**Assignment**
Once you reach the line containing "width:72px; height:72px; display:grid;" in the entries below, write out that line and each one after it down to the line containing "position:absolute; width:24px; height:24px;", exactly and with nothing added.

**Extracted material**
Segment Open
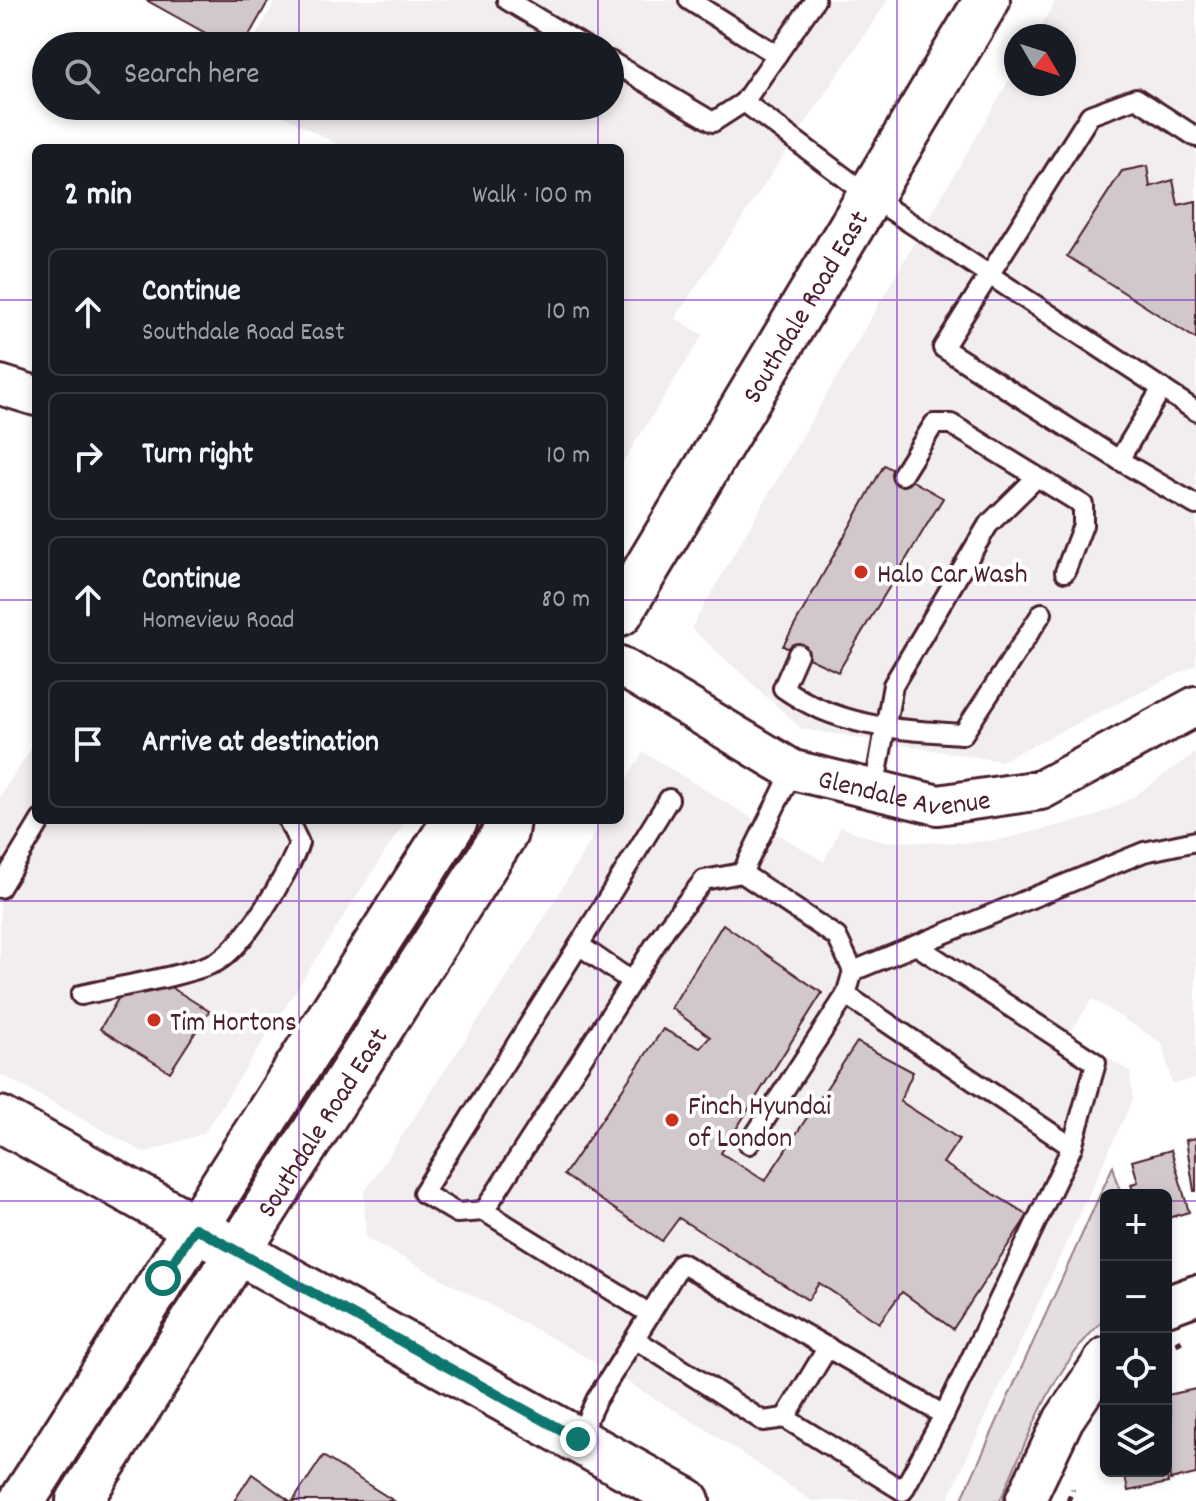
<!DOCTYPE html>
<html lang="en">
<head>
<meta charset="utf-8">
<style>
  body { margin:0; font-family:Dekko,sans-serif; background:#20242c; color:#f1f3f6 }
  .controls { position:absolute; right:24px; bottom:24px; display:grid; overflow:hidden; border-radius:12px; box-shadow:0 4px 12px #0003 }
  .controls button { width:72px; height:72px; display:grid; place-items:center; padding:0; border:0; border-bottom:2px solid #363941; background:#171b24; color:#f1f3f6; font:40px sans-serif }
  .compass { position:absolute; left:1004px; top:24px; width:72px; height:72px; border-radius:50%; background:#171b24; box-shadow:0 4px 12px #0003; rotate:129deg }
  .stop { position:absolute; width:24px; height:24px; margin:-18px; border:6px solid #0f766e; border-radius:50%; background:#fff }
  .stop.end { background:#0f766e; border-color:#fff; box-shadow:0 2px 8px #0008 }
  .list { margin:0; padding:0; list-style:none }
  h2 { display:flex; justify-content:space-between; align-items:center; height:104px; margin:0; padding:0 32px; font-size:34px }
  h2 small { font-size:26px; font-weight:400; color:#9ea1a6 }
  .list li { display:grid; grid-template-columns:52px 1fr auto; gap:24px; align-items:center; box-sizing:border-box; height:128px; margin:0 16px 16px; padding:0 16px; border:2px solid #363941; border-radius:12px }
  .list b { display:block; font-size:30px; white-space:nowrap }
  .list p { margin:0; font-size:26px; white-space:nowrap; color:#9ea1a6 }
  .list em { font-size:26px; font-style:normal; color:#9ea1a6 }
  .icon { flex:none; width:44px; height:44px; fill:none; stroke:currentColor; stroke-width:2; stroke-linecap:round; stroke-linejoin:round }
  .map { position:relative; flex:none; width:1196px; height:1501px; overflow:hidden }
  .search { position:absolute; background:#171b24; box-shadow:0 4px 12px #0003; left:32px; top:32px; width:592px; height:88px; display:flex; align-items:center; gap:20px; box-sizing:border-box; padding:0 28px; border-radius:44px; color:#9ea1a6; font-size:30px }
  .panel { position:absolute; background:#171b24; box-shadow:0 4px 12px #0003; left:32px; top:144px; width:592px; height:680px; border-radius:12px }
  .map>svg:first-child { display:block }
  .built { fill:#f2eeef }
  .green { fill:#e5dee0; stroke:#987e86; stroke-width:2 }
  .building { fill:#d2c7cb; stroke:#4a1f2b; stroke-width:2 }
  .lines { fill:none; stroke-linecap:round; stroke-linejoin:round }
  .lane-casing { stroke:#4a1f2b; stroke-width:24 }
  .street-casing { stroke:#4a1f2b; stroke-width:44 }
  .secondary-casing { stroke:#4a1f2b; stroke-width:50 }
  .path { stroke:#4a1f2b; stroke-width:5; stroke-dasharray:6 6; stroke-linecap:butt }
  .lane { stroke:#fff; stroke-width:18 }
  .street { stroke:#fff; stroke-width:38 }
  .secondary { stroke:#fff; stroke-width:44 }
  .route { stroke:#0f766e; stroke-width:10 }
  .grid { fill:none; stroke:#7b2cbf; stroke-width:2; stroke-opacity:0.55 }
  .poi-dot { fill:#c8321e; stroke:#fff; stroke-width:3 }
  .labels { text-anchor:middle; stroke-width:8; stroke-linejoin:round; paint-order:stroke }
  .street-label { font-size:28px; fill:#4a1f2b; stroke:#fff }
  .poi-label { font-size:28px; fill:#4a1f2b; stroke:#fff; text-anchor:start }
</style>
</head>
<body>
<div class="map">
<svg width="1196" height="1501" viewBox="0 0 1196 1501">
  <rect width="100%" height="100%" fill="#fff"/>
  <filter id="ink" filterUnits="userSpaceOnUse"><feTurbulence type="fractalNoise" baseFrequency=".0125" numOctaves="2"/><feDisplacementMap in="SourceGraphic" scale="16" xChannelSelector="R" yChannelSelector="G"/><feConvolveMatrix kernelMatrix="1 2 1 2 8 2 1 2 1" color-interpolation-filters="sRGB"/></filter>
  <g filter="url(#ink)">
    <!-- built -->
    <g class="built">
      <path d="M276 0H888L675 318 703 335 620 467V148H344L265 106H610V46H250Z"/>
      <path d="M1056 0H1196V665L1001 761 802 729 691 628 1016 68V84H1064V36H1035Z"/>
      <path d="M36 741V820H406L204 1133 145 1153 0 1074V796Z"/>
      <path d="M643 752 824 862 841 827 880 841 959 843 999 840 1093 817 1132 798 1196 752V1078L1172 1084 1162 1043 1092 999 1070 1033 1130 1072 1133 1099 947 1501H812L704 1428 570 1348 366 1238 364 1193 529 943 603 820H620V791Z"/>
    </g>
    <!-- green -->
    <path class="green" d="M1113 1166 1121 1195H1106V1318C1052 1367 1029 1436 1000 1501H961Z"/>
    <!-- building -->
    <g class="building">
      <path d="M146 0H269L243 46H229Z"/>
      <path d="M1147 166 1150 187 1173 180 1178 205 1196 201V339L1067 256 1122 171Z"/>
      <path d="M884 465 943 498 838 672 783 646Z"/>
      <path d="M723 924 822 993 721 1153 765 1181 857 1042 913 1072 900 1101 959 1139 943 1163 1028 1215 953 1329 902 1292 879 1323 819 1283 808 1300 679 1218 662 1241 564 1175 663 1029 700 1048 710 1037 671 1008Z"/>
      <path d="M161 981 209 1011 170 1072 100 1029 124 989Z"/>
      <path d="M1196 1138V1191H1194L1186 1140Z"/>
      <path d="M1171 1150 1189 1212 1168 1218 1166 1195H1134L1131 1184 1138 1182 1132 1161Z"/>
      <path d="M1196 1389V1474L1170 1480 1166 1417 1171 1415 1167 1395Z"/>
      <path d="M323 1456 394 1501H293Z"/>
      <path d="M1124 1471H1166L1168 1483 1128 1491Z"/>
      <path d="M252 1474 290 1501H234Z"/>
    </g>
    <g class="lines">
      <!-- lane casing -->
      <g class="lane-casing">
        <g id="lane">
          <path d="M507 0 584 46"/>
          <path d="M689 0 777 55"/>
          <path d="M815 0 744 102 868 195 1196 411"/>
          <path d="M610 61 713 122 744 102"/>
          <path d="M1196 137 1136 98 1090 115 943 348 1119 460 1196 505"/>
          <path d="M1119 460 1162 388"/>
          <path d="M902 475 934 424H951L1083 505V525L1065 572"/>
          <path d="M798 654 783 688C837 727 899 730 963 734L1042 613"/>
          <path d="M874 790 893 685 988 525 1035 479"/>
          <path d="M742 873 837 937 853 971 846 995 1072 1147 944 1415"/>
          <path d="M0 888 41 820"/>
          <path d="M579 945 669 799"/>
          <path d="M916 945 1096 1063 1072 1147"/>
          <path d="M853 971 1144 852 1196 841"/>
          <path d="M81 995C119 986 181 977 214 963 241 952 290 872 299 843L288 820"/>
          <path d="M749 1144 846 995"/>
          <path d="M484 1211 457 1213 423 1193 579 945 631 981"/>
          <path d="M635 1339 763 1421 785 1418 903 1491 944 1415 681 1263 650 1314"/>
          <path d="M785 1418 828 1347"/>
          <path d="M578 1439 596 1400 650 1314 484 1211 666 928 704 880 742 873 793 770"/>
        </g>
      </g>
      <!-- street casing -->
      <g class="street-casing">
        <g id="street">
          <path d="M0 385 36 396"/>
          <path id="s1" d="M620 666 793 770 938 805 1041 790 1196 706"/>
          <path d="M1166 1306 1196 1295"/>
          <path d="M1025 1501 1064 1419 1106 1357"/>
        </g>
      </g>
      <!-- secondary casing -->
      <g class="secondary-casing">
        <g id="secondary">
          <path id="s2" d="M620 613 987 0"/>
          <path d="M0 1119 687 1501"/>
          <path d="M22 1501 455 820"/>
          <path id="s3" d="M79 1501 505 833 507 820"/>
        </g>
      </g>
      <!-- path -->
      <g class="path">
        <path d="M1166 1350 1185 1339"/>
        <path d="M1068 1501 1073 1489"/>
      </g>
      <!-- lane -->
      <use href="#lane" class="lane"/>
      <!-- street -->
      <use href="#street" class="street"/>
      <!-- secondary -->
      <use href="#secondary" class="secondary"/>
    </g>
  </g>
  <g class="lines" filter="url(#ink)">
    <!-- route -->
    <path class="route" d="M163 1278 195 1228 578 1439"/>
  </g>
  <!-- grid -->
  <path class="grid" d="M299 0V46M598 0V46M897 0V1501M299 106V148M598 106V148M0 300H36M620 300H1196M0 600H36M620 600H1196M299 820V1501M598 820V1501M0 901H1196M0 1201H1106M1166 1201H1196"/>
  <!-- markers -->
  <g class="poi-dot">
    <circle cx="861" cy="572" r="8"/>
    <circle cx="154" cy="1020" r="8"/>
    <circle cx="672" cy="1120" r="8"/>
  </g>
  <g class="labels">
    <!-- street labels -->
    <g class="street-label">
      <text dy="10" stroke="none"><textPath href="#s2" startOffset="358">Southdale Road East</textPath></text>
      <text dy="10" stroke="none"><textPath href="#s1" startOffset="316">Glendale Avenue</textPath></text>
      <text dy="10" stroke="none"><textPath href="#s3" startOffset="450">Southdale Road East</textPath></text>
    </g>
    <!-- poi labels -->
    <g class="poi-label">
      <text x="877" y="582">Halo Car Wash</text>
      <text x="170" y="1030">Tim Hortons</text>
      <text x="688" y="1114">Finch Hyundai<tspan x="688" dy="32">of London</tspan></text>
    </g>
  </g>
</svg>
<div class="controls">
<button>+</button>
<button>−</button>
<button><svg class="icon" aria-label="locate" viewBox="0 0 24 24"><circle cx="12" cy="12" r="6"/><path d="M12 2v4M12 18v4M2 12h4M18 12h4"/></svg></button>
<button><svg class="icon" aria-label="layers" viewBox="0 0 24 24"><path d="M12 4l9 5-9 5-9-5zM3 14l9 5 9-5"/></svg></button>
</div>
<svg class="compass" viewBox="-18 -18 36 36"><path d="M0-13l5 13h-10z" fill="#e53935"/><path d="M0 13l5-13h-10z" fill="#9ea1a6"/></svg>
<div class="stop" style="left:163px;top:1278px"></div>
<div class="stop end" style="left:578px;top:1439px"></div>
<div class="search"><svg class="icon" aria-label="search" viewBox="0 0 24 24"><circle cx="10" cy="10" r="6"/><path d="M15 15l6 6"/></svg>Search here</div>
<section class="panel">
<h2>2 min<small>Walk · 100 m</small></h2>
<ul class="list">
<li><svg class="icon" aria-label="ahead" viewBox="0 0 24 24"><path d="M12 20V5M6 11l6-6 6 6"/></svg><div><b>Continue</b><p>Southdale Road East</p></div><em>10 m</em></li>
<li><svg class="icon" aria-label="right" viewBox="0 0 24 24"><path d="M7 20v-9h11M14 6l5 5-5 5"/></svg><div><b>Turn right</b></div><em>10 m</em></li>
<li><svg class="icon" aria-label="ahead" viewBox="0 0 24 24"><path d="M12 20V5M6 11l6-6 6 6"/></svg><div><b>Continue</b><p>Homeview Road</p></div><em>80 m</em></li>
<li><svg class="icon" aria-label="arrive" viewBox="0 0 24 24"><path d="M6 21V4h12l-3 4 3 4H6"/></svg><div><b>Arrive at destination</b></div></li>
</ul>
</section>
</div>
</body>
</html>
Segment Closed
**Problem solution**
  .controls button { width:72px; height:72px; display:grid; place-items:center; padding:0; border:0; border-bottom:2px solid #363941; background:#171b24; color:#f1f3f6; font:40px sans-serif }
  .compass { position:absolute; left:1004px; top:24px; width:72px; height:72px; border-radius:50%; background:#171b24; box-shadow:0 4px 12px #0003; rotate:129deg }
  .stop { position:absolute; width:24px; height:24px; margin:-18px; border:6px solid #0f766e; border-radius:50%; background:#fff }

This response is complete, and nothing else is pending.